= Michael Foster (American writer) =

American journalist

Michael Foster (1904–1956) was an American novelist, journalist, screenwriter and cartoonist.

==Personal==

Foster was born August 29, 1904, in Hardy, Arkansas, the son of Mr. and Mrs. Carl D. Foster. His nickname was "Gully."

He was a graduate of the University of Washington and the Chicago Art Institute.

Foster married his literary agent, novelist Jane Hardy of New York. Their children were Peter Michael Foster and Garrett Ann Foster of San Francisco.

Foster died of a stroke on March 25, 1956, in Reno, Nevada.

==Career==

Foster began his journalism career with the Brooklyn Eagle. He was a reporter and cartoonist for newspapers in Salina, Kansas; Los Angeles, California, and, by 1937, Seattle, Washington.

In 1926, he was working on the Los Angeles Express, a daily newspaper. A friend, Charles Harris Garrigues, wrote that Foster writes, paints, and has been called the second most promising of the young poets in America by the Lit Dig [Literary Digest] — doesn't know one note of music from another and improvises the most beautiful piano music ... He roomed down at the house for a while until we had a fight over a novel he's writing and then he moved out — went on a three weeks' drunk and only started back to work when I threatened to knock his block off if he didn't.

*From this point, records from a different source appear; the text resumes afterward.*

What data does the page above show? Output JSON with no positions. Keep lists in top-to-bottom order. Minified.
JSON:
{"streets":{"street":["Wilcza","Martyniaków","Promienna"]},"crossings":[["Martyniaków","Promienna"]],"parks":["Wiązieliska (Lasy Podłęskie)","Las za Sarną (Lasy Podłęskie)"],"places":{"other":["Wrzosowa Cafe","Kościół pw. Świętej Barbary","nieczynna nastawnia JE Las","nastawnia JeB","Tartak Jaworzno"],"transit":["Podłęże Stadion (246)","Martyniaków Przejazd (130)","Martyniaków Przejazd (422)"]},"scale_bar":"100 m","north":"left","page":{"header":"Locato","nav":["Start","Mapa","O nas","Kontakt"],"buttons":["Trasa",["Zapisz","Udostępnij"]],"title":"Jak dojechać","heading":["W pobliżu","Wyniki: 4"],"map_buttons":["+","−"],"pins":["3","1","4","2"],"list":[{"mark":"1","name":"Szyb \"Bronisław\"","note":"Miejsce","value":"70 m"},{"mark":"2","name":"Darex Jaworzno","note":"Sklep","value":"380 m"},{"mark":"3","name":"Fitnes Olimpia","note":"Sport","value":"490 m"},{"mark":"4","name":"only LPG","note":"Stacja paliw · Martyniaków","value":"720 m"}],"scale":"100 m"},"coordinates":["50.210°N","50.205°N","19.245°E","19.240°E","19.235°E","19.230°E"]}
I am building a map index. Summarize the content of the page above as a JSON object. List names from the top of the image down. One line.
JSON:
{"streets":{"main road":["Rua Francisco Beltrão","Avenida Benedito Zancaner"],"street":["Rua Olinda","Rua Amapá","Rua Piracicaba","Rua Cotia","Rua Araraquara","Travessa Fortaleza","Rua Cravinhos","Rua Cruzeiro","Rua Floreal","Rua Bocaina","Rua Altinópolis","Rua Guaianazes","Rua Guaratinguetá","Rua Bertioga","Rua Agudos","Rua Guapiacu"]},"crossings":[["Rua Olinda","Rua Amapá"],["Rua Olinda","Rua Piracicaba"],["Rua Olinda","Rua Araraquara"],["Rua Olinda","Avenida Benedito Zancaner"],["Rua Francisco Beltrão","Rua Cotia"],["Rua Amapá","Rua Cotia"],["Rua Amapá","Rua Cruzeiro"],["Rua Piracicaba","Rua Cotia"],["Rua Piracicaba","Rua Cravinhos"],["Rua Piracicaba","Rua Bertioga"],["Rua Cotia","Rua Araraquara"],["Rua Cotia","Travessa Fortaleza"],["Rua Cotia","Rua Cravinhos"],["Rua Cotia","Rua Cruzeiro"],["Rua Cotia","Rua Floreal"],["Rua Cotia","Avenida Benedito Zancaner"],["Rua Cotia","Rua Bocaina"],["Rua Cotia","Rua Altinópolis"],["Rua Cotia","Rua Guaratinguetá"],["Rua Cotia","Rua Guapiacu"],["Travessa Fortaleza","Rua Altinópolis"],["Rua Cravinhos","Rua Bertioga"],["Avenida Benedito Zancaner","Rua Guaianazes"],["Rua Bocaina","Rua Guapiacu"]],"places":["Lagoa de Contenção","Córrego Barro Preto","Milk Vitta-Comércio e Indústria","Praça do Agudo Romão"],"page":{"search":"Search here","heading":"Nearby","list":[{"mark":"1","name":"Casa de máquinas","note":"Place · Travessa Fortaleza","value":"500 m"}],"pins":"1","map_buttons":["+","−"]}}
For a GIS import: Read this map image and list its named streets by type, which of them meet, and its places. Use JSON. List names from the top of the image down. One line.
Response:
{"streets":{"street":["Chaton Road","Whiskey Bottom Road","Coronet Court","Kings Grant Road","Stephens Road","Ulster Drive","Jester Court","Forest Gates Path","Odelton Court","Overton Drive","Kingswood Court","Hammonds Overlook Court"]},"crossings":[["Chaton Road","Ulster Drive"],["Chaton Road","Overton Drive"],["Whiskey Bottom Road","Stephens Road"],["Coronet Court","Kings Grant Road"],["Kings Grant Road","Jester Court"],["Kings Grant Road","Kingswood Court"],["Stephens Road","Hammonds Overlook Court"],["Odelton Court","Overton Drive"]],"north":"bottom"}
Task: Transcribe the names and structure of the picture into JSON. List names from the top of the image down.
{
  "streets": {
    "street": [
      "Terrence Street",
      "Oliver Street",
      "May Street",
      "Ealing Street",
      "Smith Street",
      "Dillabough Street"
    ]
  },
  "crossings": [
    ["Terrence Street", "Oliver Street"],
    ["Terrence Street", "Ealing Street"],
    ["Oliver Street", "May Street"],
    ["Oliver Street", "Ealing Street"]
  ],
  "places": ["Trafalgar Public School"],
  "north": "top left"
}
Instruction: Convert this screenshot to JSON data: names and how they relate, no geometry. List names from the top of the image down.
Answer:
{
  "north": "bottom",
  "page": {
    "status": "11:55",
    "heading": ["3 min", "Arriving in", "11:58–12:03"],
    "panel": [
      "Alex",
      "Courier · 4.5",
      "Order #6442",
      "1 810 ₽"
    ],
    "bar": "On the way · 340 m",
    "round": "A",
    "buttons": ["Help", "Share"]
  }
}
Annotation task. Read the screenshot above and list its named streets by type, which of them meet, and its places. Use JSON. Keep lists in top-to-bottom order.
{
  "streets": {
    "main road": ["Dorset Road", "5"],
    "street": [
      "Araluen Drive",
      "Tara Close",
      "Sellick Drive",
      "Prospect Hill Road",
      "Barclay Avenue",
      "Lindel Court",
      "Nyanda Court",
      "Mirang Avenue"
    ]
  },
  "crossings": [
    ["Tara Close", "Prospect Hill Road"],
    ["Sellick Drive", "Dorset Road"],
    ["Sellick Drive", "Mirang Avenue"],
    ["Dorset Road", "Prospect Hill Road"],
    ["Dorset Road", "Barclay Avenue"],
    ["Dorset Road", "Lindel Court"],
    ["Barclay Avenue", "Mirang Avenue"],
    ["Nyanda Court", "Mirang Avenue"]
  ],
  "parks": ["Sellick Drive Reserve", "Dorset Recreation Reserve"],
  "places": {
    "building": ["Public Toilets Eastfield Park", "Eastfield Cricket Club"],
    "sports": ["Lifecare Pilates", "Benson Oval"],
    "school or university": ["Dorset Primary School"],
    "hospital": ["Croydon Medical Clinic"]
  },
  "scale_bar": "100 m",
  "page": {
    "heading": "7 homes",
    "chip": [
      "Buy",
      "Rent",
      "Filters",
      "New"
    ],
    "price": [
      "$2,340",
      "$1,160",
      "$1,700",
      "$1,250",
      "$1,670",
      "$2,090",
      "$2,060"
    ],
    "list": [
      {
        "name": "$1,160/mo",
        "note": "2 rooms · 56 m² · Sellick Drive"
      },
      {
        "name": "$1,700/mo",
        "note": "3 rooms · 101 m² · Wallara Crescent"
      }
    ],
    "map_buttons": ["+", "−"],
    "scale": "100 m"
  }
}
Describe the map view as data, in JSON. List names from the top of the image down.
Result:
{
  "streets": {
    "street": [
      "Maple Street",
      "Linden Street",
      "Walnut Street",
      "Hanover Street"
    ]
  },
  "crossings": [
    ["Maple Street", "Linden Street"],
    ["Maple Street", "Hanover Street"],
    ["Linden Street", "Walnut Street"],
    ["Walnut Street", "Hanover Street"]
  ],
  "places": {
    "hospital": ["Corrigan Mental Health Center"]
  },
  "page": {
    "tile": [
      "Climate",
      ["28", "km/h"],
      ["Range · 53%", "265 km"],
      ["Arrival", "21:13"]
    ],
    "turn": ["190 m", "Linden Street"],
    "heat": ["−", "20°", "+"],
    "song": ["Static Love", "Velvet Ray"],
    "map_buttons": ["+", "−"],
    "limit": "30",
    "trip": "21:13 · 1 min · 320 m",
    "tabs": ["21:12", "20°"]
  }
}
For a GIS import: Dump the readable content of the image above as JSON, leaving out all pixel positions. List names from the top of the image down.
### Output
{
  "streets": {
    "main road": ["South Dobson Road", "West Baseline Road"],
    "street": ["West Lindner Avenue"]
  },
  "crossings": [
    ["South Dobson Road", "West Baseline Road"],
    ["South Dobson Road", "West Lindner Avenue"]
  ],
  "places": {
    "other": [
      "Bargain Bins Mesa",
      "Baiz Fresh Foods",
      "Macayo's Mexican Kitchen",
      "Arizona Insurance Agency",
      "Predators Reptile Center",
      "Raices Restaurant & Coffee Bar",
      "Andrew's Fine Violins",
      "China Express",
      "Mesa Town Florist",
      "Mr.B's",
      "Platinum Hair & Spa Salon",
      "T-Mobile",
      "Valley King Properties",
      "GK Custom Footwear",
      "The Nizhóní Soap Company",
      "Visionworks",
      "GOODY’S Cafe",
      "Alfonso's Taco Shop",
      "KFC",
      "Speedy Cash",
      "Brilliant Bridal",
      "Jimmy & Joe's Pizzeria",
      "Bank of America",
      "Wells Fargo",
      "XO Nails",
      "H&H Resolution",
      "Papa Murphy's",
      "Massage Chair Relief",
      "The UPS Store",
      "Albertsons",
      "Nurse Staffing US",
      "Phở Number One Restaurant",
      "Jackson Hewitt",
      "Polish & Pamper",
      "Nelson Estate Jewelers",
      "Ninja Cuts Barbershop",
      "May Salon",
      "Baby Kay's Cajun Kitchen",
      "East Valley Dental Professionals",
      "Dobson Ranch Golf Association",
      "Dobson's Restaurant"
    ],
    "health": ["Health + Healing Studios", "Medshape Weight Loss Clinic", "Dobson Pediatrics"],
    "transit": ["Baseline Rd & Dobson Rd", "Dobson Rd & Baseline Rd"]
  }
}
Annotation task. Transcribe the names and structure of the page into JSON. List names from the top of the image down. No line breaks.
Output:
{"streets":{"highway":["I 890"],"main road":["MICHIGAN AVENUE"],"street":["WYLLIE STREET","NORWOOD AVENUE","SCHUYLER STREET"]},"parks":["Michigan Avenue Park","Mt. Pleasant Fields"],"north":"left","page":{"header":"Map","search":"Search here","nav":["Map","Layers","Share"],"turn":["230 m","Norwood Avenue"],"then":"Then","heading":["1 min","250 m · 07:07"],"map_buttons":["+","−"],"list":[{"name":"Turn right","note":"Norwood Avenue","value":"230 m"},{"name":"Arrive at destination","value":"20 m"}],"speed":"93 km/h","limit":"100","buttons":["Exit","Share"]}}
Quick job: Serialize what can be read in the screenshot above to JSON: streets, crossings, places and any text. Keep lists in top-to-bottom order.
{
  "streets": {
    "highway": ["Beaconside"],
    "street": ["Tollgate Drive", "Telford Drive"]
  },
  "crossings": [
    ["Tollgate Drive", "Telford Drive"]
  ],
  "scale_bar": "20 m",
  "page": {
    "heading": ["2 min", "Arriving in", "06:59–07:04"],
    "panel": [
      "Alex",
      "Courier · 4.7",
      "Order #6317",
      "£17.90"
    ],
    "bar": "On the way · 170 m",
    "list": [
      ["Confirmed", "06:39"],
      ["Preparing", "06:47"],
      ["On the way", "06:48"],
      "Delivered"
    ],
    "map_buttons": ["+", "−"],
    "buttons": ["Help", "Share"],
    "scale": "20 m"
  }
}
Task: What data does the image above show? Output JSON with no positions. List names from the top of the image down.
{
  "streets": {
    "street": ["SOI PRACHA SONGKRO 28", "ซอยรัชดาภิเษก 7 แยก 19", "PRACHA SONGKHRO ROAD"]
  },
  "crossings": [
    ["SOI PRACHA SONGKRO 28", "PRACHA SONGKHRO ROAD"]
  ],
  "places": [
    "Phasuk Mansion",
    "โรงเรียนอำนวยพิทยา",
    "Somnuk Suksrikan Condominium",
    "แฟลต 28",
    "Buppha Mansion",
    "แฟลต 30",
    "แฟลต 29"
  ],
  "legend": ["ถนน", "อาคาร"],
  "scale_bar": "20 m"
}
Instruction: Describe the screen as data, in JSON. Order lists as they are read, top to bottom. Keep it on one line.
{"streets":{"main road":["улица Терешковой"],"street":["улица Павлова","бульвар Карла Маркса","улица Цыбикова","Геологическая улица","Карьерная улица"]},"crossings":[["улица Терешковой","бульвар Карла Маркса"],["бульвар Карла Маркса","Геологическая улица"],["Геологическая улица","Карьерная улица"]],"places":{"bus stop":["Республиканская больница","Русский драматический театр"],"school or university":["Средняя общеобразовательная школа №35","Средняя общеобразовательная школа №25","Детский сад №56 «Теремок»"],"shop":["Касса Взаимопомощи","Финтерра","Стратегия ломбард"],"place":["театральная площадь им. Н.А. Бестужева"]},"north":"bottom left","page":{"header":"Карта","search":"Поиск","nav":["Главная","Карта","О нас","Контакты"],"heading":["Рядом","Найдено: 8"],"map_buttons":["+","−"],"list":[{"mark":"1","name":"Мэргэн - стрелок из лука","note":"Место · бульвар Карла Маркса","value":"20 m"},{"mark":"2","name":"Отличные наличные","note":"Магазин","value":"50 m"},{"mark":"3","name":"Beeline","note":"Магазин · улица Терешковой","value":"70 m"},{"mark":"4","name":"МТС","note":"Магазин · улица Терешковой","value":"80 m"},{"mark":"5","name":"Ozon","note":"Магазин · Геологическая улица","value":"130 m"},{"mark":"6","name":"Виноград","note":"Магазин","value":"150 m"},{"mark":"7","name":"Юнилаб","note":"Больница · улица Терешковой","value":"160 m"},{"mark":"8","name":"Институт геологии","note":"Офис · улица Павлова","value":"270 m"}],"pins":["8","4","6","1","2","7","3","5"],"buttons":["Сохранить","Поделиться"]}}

He also worked on the Seattle Post-Intelligencer until 1952, when he resigned to devote all his time to writing fiction.

Foster's first novel, Forgive Adam, was published in 1935 by W. Morrow and Co. Margaret Wallace of the New York Times said of the author:

Michael Foster, a young newspaper man on the Pacific Coast, is the newest recruit to the ranks of the hard-boiled novelists. In the brief declarative sentences of his prose style, in his method of consistent understatement, in his attitude of weary and rather self-conscious disillusionment, he has aligned himself with the school of Hemingway and his imitators.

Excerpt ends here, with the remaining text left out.